*What to do*
Could you copy out every line of the data where the word "direction" occurs?
Input material START
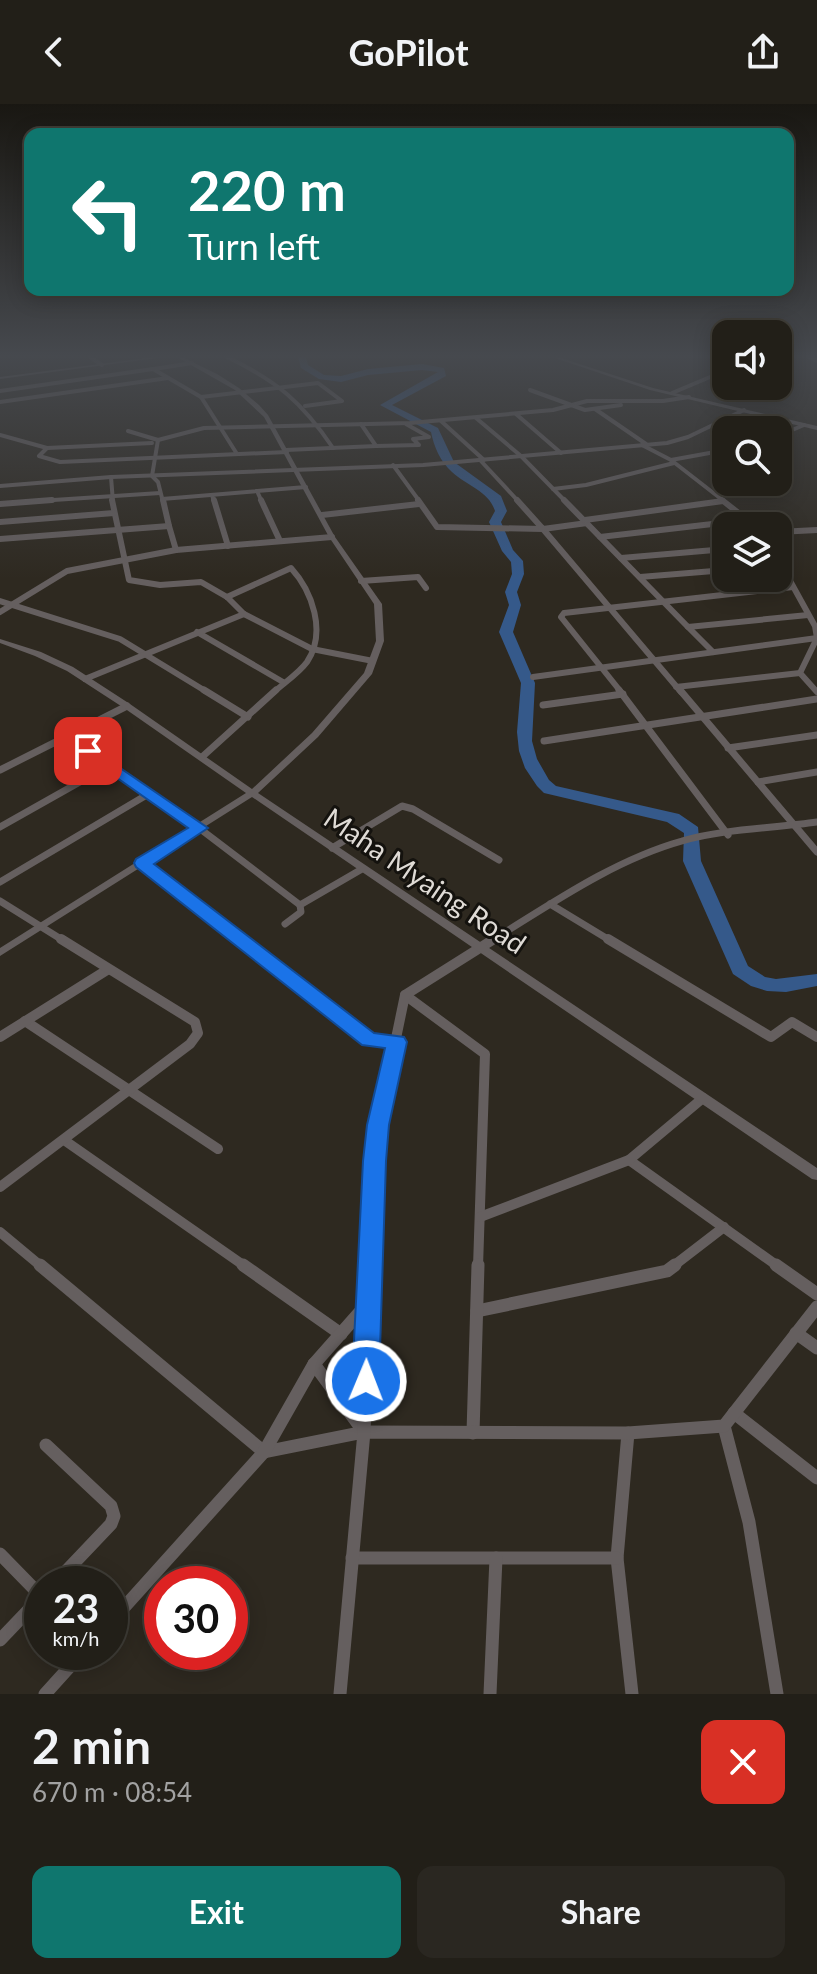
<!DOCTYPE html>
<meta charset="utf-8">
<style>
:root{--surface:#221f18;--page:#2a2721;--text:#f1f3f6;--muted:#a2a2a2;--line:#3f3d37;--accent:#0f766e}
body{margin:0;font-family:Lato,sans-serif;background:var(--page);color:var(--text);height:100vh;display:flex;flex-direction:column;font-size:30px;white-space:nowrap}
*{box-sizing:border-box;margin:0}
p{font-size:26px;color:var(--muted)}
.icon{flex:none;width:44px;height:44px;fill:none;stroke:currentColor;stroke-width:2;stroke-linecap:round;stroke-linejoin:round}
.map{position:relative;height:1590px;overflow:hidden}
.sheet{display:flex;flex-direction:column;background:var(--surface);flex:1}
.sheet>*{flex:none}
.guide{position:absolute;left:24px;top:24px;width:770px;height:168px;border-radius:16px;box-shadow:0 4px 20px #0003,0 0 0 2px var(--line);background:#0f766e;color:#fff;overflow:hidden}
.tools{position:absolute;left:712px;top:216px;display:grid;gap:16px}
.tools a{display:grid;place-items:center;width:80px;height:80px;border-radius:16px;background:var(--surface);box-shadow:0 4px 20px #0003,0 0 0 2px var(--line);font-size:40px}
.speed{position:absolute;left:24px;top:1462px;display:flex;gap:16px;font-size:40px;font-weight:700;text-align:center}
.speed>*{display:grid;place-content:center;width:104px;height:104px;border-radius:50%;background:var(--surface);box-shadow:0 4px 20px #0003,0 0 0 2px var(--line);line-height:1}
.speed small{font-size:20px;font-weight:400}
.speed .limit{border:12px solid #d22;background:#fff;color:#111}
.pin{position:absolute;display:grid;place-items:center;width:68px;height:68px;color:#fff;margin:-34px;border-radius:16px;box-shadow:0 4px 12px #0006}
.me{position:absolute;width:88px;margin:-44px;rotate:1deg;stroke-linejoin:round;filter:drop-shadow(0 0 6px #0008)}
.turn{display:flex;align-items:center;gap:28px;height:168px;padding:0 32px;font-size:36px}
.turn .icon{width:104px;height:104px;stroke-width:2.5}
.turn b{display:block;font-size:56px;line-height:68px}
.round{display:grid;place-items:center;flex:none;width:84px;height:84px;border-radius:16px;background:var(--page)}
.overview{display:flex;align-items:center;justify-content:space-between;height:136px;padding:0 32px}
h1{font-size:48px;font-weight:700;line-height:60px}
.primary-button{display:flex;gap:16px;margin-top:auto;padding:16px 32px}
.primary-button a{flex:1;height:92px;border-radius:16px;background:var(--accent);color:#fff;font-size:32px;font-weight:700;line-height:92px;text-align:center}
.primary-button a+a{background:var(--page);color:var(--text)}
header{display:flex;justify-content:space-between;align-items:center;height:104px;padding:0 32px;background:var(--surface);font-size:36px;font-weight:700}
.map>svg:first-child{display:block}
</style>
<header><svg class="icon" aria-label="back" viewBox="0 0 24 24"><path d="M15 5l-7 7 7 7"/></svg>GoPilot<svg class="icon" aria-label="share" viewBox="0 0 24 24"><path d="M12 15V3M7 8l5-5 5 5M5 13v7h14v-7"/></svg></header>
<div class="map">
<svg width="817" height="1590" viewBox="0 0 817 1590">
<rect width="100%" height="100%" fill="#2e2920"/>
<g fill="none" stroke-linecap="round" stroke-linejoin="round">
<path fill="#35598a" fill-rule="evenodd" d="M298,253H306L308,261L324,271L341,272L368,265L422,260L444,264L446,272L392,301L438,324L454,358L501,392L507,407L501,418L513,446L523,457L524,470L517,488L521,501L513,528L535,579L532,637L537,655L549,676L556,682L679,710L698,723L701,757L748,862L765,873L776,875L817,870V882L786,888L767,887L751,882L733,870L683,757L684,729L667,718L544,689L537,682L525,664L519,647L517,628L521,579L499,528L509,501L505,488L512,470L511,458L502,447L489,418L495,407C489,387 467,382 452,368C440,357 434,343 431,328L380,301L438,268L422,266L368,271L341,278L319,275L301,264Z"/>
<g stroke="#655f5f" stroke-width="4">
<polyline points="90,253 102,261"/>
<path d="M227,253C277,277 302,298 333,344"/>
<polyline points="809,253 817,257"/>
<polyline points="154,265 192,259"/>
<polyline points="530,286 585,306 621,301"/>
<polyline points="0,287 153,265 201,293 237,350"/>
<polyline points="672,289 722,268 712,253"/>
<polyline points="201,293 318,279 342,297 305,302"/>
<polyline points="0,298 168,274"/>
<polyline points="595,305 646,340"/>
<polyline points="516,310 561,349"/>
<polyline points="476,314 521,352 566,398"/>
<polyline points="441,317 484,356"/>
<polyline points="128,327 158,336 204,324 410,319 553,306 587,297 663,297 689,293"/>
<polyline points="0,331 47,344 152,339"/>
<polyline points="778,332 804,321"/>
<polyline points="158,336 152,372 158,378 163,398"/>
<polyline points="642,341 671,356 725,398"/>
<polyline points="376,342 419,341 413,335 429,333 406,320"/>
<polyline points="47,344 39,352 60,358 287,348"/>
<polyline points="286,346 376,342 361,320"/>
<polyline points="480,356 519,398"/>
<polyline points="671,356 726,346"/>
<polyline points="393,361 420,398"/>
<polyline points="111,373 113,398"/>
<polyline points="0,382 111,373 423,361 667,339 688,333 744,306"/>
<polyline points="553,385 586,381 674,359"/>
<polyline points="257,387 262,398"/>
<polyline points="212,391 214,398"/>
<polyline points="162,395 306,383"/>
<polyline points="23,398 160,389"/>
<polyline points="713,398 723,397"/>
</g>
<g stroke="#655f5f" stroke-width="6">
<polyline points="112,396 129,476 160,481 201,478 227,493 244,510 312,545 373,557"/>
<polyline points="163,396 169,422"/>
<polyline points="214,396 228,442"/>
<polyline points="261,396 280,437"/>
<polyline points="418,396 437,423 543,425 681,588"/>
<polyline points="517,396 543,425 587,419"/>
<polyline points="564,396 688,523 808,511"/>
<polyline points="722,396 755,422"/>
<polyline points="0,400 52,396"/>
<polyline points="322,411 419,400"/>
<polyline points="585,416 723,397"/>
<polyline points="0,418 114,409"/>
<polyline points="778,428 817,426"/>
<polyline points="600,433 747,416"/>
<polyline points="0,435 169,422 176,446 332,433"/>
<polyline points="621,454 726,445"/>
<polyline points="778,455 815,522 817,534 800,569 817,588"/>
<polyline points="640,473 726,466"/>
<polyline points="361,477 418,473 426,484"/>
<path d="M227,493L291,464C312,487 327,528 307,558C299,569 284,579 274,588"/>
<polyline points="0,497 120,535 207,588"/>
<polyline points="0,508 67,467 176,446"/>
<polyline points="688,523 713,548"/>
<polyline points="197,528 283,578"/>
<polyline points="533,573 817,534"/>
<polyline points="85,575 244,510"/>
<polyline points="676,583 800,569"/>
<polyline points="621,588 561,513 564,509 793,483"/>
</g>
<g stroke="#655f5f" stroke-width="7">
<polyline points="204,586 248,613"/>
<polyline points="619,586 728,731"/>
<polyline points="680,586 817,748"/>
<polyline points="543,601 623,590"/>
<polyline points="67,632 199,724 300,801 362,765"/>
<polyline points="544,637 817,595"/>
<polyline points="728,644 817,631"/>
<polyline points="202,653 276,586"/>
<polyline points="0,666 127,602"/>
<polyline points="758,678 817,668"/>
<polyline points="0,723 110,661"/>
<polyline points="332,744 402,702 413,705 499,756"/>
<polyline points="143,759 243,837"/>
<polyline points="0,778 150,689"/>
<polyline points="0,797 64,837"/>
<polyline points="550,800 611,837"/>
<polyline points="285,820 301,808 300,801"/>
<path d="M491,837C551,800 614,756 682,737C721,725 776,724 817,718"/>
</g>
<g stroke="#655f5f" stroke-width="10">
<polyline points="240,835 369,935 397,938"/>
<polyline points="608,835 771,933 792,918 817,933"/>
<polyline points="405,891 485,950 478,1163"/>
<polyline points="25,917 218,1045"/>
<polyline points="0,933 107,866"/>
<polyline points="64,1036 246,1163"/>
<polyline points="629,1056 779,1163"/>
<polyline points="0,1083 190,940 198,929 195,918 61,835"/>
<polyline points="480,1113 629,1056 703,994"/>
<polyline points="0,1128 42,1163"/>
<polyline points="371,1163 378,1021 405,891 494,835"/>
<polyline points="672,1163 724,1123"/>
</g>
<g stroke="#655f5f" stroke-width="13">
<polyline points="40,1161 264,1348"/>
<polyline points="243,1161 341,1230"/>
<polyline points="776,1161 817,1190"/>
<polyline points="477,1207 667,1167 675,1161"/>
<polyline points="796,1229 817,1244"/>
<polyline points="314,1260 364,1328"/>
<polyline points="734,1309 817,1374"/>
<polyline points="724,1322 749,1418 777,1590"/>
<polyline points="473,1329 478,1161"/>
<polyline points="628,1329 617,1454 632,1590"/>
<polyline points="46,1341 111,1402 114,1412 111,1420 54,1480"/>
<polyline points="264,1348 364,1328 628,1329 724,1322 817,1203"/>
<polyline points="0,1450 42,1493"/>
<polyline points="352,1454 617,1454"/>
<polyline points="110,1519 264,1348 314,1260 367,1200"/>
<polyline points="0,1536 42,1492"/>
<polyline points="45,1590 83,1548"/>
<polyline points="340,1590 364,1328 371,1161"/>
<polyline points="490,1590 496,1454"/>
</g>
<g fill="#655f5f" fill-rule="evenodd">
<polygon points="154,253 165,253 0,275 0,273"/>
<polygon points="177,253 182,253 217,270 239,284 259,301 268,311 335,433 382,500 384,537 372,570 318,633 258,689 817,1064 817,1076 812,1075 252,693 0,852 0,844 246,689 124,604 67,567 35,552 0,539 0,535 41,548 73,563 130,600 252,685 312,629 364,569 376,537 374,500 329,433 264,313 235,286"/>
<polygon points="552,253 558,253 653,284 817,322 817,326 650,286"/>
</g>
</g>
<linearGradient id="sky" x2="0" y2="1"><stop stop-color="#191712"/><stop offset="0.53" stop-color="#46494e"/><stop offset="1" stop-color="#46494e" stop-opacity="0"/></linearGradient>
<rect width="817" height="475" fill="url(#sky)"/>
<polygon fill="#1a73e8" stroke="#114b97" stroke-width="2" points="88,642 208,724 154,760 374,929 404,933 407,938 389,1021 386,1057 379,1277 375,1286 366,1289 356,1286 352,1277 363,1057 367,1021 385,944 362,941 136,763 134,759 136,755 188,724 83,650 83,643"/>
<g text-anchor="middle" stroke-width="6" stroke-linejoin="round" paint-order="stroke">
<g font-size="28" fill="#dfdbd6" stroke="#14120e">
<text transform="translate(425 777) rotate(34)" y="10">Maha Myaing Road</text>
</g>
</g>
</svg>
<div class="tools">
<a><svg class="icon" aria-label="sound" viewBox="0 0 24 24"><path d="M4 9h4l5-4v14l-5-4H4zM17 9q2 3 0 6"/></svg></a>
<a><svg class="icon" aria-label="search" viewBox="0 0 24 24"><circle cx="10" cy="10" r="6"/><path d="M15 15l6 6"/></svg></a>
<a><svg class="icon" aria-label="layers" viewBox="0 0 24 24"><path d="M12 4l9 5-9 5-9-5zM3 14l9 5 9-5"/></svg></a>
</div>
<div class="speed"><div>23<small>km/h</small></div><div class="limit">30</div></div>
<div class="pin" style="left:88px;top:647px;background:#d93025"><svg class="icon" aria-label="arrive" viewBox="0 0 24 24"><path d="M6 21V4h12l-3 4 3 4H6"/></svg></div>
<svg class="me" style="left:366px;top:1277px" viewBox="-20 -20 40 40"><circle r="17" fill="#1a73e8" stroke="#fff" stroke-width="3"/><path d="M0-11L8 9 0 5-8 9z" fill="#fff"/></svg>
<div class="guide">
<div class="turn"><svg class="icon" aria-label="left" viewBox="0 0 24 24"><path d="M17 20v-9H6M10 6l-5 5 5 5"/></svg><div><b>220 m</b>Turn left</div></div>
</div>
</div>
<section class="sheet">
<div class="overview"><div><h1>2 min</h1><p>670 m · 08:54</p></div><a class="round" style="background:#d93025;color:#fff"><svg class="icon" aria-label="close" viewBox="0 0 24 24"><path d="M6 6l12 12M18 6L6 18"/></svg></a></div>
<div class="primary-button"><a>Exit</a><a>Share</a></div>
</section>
Input material END
*Exercise solution*
body{margin:0;font-family:Lato,sans-serif;background:var(--page);color:var(--text);height:100vh;display:flex;flex-direction:column;font-size:30px;white-space:nowrap}
.sheet{display:flex;flex-direction:column;background:var(--surface);flex:1}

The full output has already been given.